Além de causar prejuízo financeiro, pirataria é crime

Ao infringir o direito autoral, as revendas de informática promovem a concorrência desleal no mercado em que atuam, e podem responder criminalmente com uma pena que pode variar de seis meses a dois anos de reclusão ou sofrerem indenização com valores que chegam a três mil vezes o preço de cada programa usado ou reproduzido. “O uso de programas piratas é uma forma ilegal de obter vantagem competitiva e uma maneira equivocada de reduzir os custos operacionais ou aumentar as margens de lucro. Além dos prejuízos materiais provocados por um software irregular, a pirataria é crime”, alerta Jorge Sukarie, presidente da ABES.

Manual Gratuito de Gestão de Licenças de Software

Em setembro, a Iniciativa Empreendedor Legal lançou o Manual ABES de Gestão de Ativos de Software. Disponível gratuitamente no site da entidade http://www.abes.org.br/manual, o manual interativo mostra como uma empresa pode manter a conformidade de políticas de licenciamento, legislação em vigor e também os erros mais comuns cometidos por empresas.

Inciativa Empreendedor Legal

A iniciativa faz parte dos esforços da ABES em diminuir o uso de software pirata no Brasil. De acordo com dados da BSA – The Software Alliance, o país ainda convive com um índice de pirataria de software de 50%. A mesma entidade ainda aponta que, se esse tipo de pirataria fosse reduzido no Brasil em 10 pontos percentuais nos próximos quatro anos, seriam criados mais de 12,3 mil postos de trabalho e mais de US$ 4 bilhões de dólares seriam devolvidos à economia brasileira.

As ações tem o objetivo de despertar uma maior consciência sobre essa atividade que anda na contramão do crescimento econômico e da prosperidade do país, e que ainda contribui para o crime organizado, impedindo o crescimento de mercados, investimentos no desenvolvimento de novas tecnologias e geração de novos empregos.

O portal www.empreendedorlegal.org.br traz informações sobre as Leis brasileiras e internacionais contra a Concorrência Desleal e Defesa da Propriedade Intelectual, aponta os riscos técnicos, traz recomendações de deixar os ativos de software em conformidade. Também traz um link para acesso ao portal de Denúncias Anônimas Contra a Pirataria de Software http://www.denunciepirataria.org.br/, que tem fortalecido o trabalho investigativo de autoridades policiais de todo o país para identificação de focos de pirataria.
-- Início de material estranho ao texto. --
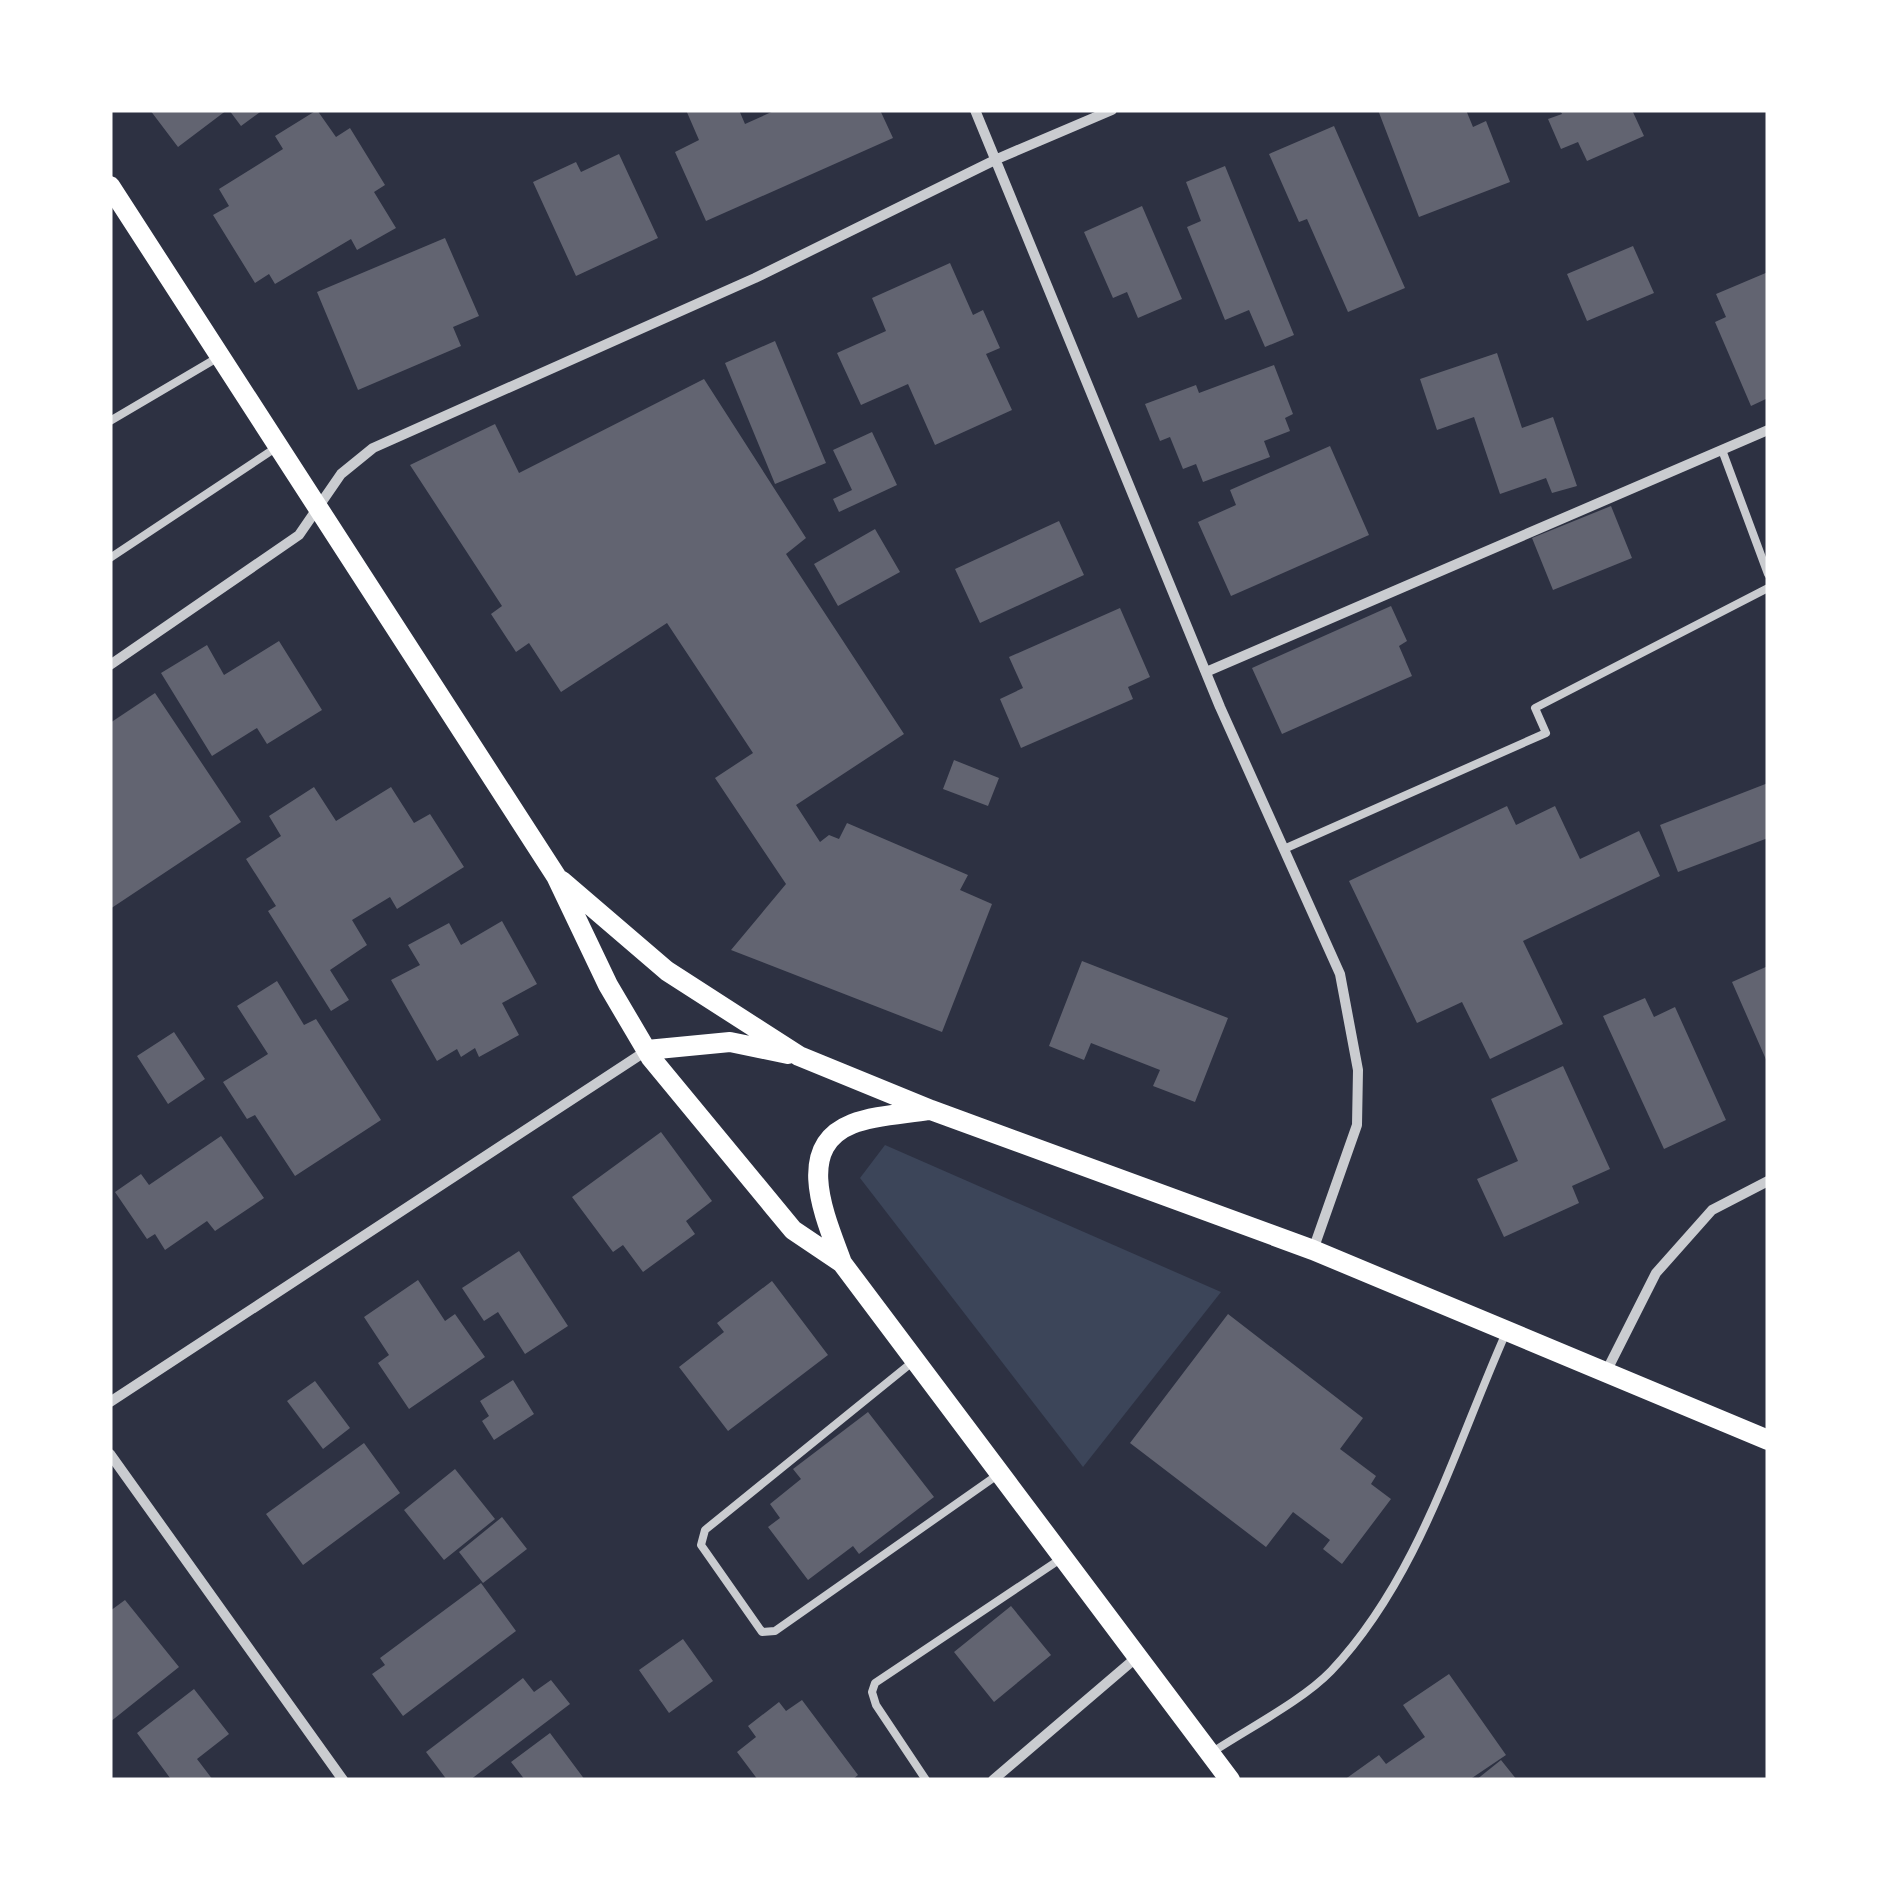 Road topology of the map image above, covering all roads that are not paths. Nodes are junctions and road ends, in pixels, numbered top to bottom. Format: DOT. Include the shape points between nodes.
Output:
graph roads {
  1 [pos="975,110"];
  2 [pos="1112,110"];
  3 [pos="997,159"];
  4 [pos="110,186"];
  5 [pos="220,356"];
  6 [pos="110,421"];
  7 [pos="1768,430"];
  8 [pos="279,446"];
  9 [pos="1722,450"];
  10 [pos="318,507"];
  11 [pos="110,558"];
  12 [pos="1768,574"];
  13 [pos="1768,588"];
  14 [pos="110,664"];
  15 [pos="1206,672"];
  16 [pos="1284,849"];
  17 [pos="556,876"];
  18 [pos="647,1050"];
  19 [pos="799,1056"];
  20 [pos="931,1110"];
  21 [pos="1768,1181"];
  22 [pos="1313,1250"];
  23 [pos="842,1263"];
  24 [pos="1507,1330"];
  25 [pos="914,1360"];
  26 [pos="1606,1372"];
  27 [pos="110,1402"];
  28 [pos="1768,1440"];
  29 [pos="110,1454"];
  30 [pos="999,1474"];
  31 [pos="1062,1558"];
  32 [pos="1136,1657"];
  33 [pos="1210,1754"];
  34 [pos="343,1780"];
  35 [pos="926,1780"];
  36 [pos="993,1780"];
  37 [pos="1230,1780"];
  1 -- 3 [label="street"];
  2 -- 3 [label="street"];
  3 -- 10 [label="street" via="755,278 373,448 341,474"];
  3 -- 15 [label="street"];
  4 -- 5 [label="main road"];
  5 -- 6 [label="lane"];
  5 -- 8 [label="main road"];
  7 -- 9 [label="street"];
  8 -- 10 [label="main road"];
  8 -- 11 [label="lane"];
  9 -- 12 [label="lane"];
  9 -- 15 [label="street"];
  10 -- 14 [label="street" via="299,535"];
  10 -- 17 [label="main road"];
  13 -- 16 [label="lane" via="1534,708 1546,734"];
  15 -- 16 [label="street"];
  16 -- 22 [label="street" via="1340,974 1358,1070 1357,1125"];
  17 -- 18 [label="main road"];
  17 -- 19 [label="main road" via="667,971"];
  18 -- 19 [label="main road" via="730,1042"];
  18 -- 23 [label="main road" via="793,1230"];
  18 -- 27 [label="street"];
  19 -- 20 [label="main road"];
  20 -- 22 [label="main road"];
  20 -- 23 [label="main road" via="853,1123 834,1134 822,1154 819,1200"];
  21 -- 26 [label="street" via="1712,1210 1656,1274"];
  22 -- 24 [label="main road"];
  23 -- 25 [label="main road"];
  24 -- 26 [label="main road"];
  24 -- 33 [label="lane" via="1434,1507 1360,1632 1330,1673"];
  25 -- 30 [label="main road"];
  25 -- 30 [label="lane" via="705,1530 701,1545 762,1632 776,1631"];
  26 -- 28 [label="main road"];
  29 -- 34 [label="street"];
  30 -- 31 [label="main road"];
  31 -- 32 [label="main road"];
  31 -- 35 [label="lane" via="876,1683 876,1705"];
  32 -- 33 [label="main road"];
  32 -- 36 [label="street"];
  33 -- 37 [label="main road"];
}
A campanha também conta com a parceria das entidades governamentais e da indústria: ABPI – Associação Brasileira da Propriedade Intelectual; da APEX – Agência Brasileira de Promoção de Exportações e Investimentos; BSA – The Software Alliance; CNC – Confederação Nacional do Comércio; do CNCP – Conselho Nacional de Combate à Pirataria; do ETCO – Instituto Brasileiro de Ética Concorrencial; do MBC – Movimento Brasil Competitivo e do Sebrae.